* _Task directions_
Check every line below for the word "pinky" and copy the ones that have it.

Dataset entries
++++++++
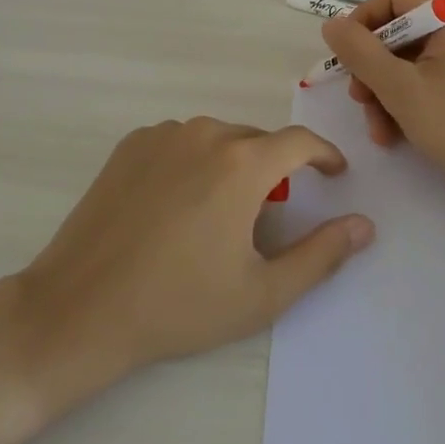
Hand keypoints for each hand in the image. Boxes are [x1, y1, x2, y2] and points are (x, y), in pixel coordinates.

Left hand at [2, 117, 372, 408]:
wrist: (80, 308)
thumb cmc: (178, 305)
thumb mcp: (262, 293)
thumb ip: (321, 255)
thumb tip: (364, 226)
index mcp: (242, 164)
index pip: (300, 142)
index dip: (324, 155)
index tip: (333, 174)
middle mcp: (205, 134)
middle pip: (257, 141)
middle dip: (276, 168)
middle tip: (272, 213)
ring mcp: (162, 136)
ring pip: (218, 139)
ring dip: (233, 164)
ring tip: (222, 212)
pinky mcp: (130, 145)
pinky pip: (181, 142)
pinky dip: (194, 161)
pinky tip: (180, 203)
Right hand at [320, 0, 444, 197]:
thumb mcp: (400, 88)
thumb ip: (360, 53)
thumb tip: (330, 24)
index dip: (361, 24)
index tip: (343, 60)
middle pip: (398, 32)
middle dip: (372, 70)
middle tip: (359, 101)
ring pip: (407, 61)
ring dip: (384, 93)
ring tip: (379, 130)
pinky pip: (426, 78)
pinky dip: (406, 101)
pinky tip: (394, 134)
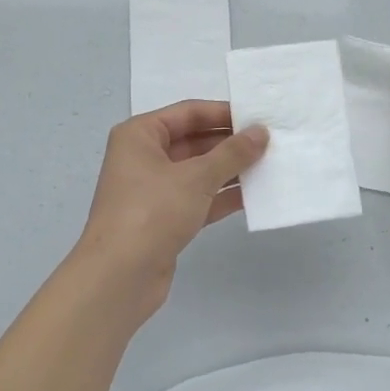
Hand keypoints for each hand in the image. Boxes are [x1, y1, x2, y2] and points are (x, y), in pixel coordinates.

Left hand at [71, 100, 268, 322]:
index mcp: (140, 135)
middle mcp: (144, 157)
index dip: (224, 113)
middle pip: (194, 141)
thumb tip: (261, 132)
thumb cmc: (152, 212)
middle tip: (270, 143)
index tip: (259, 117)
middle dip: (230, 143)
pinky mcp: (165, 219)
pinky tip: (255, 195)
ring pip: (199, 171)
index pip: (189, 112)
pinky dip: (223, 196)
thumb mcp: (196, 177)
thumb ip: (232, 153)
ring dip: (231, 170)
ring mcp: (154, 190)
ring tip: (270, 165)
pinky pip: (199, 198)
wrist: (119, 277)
++++++++
* _Your solution_
pinky mcp: (130, 145)
pinky pip: (181, 142)
pinky dip: (194, 161)
pinky tip: (180, 203)
pinky pip: (426, 78)
pinky dip: (406, 101)
pinky tip: (394, 134)
pinky mcp: (165, 219)
pinky tip: (255, 195)
pinky dip: (223, 196)
pinky pip: (199, 198)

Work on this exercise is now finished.